[Source records]
=== Begin Enclosure ===

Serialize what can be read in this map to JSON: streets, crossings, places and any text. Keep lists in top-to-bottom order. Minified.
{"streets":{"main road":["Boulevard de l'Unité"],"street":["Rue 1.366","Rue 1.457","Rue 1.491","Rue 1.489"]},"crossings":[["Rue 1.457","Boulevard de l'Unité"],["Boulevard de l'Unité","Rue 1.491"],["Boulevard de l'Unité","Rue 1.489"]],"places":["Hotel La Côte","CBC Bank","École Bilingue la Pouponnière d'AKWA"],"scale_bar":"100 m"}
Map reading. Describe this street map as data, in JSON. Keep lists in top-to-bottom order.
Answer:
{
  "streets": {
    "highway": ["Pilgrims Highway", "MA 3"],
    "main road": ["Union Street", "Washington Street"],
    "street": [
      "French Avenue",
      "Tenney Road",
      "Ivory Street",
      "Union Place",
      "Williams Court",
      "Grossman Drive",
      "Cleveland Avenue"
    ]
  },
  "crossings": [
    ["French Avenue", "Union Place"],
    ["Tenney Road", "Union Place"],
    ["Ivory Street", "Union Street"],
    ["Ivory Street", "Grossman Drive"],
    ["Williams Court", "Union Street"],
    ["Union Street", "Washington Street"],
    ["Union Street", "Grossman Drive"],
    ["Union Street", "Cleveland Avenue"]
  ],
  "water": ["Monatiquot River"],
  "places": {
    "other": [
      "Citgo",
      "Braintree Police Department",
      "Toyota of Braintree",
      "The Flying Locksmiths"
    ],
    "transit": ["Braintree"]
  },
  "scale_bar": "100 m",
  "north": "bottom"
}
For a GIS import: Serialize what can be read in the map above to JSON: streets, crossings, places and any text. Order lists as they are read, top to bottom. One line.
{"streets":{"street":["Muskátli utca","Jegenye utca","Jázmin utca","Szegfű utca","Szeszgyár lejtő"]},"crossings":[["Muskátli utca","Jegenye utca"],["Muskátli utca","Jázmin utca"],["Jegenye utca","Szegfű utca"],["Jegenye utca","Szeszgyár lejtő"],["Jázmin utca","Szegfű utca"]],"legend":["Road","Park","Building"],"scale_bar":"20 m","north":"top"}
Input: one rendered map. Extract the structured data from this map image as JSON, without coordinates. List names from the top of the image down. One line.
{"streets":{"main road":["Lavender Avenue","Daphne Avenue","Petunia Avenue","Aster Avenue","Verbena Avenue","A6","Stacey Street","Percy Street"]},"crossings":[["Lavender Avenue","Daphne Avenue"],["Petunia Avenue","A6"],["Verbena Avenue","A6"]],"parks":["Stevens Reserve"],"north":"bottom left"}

=== End Enclosure ===

### Required work
None of the records may be omitted or altered when they are given again.

### Completed exercise
Serialize what can be read in this map to JSON: streets, crossings, places and any text. Keep lists in top-to-bottom order. Minified.
{"streets":{"main road":["Boulevard de l'Unité"],"street":["Rue 1.366","Rue 1.457","Rue 1.491","Rue 1.489"]},"crossings":[["Rue 1.457","Boulevard de l'Unité"],["Boulevard de l'Unité","Rue 1.491"],["Boulevard de l'Unité","Rue 1.489"]],"places":["Hotel La Côte","CBC Bank","École Bilingue la Pouponnière d'AKWA"],"scale_bar":"100 m"}
Map reading. Describe this street map as data, in JSON. Keep lists in top-to-bottom order.
Answer:
{
  "streets": {
    "highway": ["Pilgrims Highway", "MA 3"],
    "main road": ["Union Street", "Washington Street"],
    "street": [
      "French Avenue",
      "Tenney Road",
      "Ivory Street",
      "Union Place",
      "Williams Court",
      "Grossman Drive",
      "Cleveland Avenue"
    ]
  },
  "crossings": [
    ["French Avenue", "Union Place"],
    ["Tenney Road", "Union Place"],
    ["Ivory Street", "Union Street"],
    ["Ivory Street", "Grossman Drive"],
    ["Williams Court", "Union Street"],
    ["Union Street", "Washington Street"],
    ["Union Street", "Grossman Drive"],
    ["Union Street", "Cleveland Avenue"]
  ],
  "water": ["Monatiquot River"],
  "places": {
    "other": [
      "Citgo",
      "Braintree Police Department",
      "Toyota of Braintree",
      "The Flying Locksmiths"
    ],
    "transit": ["Braintree"]
  },
  "scale_bar": "100 m",
  "north": "bottom"
}
For a GIS import: Serialize what can be read in the map above to JSON: streets, crossings, places and any text. Order lists as they are read, top to bottom. One line.
{"streets":{"street":["Muskátli utca","Jegenye utca","Jázmin utca","Szegfű utca","Szeszgyár lejtő"]},"crossings":[["Muskátli utca","Jegenye utca"],["Muskátli utca","Jázmin utca"],["Jegenye utca","Szegfű utca"],["Jegenye utca","Szeszgyár lejtő"],["Jázmin utca","Szegfű utca"]],"legend":["Road","Park","Building"],"scale_bar":"20 m","north":"top"}
Input: one rendered map. Extract the structured data from this map image as JSON, without coordinates. List names from the top of the image down. One line.
{"streets":{"main road":["Lavender Avenue","Daphne Avenue","Petunia Avenue","Aster Avenue","Verbena Avenue","A6","Stacey Street","Percy Street"]},"crossings":[["Lavender Avenue","Daphne Avenue"],["Petunia Avenue","A6"],["Verbena Avenue","A6"]],"parks":["Stevens Reserve"],"north":"bottom left"}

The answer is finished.